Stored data
::::::::::

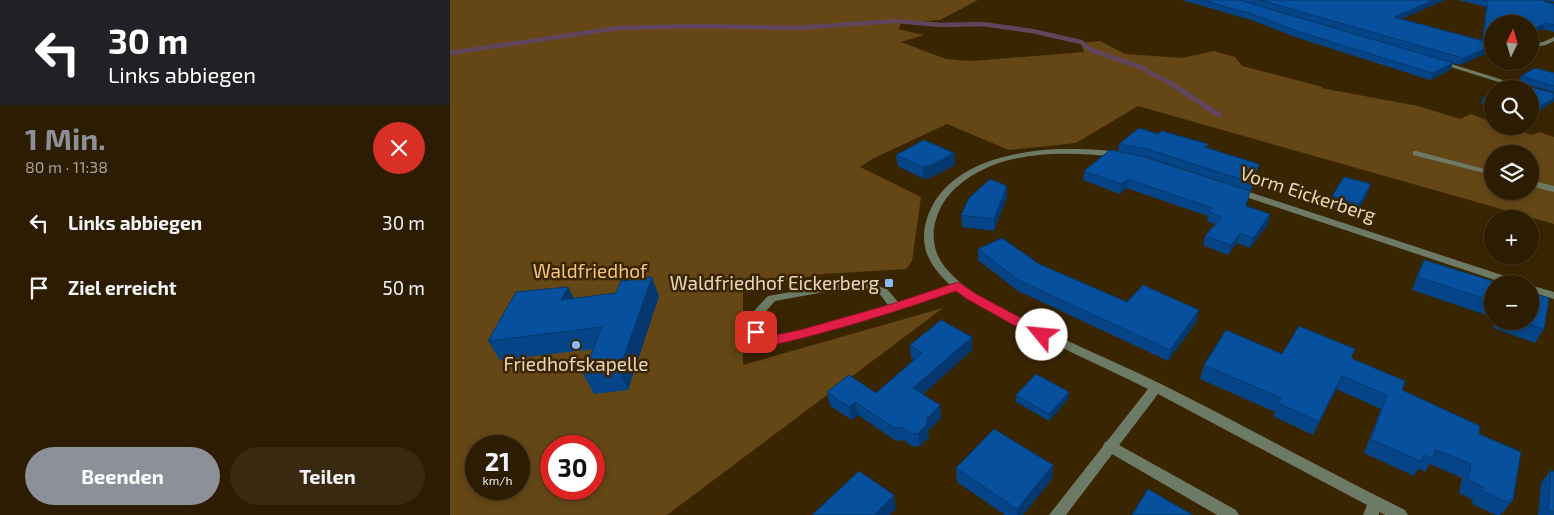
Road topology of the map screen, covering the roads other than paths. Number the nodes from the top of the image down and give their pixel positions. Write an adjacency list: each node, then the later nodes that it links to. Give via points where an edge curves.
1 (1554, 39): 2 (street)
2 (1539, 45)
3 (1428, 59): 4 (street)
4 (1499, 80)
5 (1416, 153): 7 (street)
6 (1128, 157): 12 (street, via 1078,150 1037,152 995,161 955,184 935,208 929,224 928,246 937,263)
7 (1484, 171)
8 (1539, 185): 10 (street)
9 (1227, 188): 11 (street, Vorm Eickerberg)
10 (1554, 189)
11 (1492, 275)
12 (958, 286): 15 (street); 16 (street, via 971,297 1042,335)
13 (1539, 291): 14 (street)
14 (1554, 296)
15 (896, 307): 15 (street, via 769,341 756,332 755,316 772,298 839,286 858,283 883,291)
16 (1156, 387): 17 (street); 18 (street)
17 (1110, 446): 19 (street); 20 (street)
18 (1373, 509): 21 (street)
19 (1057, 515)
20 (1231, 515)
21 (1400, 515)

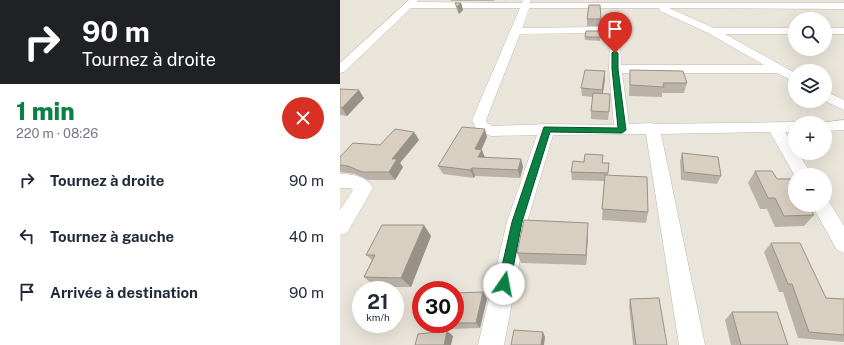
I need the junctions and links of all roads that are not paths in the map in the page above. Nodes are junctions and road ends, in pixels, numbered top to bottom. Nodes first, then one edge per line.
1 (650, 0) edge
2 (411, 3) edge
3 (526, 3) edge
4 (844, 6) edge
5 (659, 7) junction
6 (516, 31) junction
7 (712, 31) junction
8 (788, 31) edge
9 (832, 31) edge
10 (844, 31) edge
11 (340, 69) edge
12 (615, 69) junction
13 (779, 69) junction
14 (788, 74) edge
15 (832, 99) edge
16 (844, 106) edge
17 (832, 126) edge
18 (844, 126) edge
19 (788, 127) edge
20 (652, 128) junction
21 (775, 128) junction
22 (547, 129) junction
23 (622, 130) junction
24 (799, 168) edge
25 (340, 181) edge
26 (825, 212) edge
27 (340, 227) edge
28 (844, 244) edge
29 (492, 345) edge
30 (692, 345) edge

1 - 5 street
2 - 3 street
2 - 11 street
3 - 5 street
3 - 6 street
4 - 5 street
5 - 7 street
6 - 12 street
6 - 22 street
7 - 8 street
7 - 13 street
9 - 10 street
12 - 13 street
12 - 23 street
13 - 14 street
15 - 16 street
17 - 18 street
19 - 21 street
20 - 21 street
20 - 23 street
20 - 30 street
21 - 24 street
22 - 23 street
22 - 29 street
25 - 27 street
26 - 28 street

::::::::::

> **TASK BRIEF**
All lines from the one containing "I need the junctions" through the end of the records, both ends included, are to be quoted exactly; please add nothing else.

> **ANSWER SECTION**
I need the junctions and links of all roads that are not paths in the map in the page above. Nodes are junctions and road ends, in pixels, numbered top to bottom. Nodes first, then one edge per line.
1 (650, 0) edge
2 (411, 3) edge
3 (526, 3) edge
4 (844, 6) edge
5 (659, 7) junction
6 (516, 31) junction
7 (712, 31) junction
8 (788, 31) edge
9 (832, 31) edge
10 (844, 31) edge
11 (340, 69) edge
12 (615, 69) junction
13 (779, 69) junction
14 (788, 74) edge
15 (832, 99) edge
16 (844, 106) edge
17 (832, 126) edge
18 (844, 126) edge
19 (788, 127) edge
20 (652, 128) junction
21 (775, 128) junction
22 (547, 129) junction
23 (622, 130) junction
24 (799, 168) edge
25 (340, 181) edge
26 (825, 212) edge
27 (340, 227) edge
28 (844, 244) edge
29 (492, 345) edge
30 (692, 345) edge

1 - 5 street
2 - 3 street
2 - 11 street
3 - 5 street
3 - 6 street
4 - 5 street
5 - 7 street
6 - 12 street
6 - 22 street
7 - 8 street
7 - 13 street
9 - 10 street
12 - 13 street
12 - 23 street
13 - 14 street
15 - 16 street
17 - 18 street
19 - 21 street
20 - 21 street
20 - 23 street
20 - 30 street
21 - 24 street
22 - 23 street
22 - 29 street
25 - 27 street
26 - 28 street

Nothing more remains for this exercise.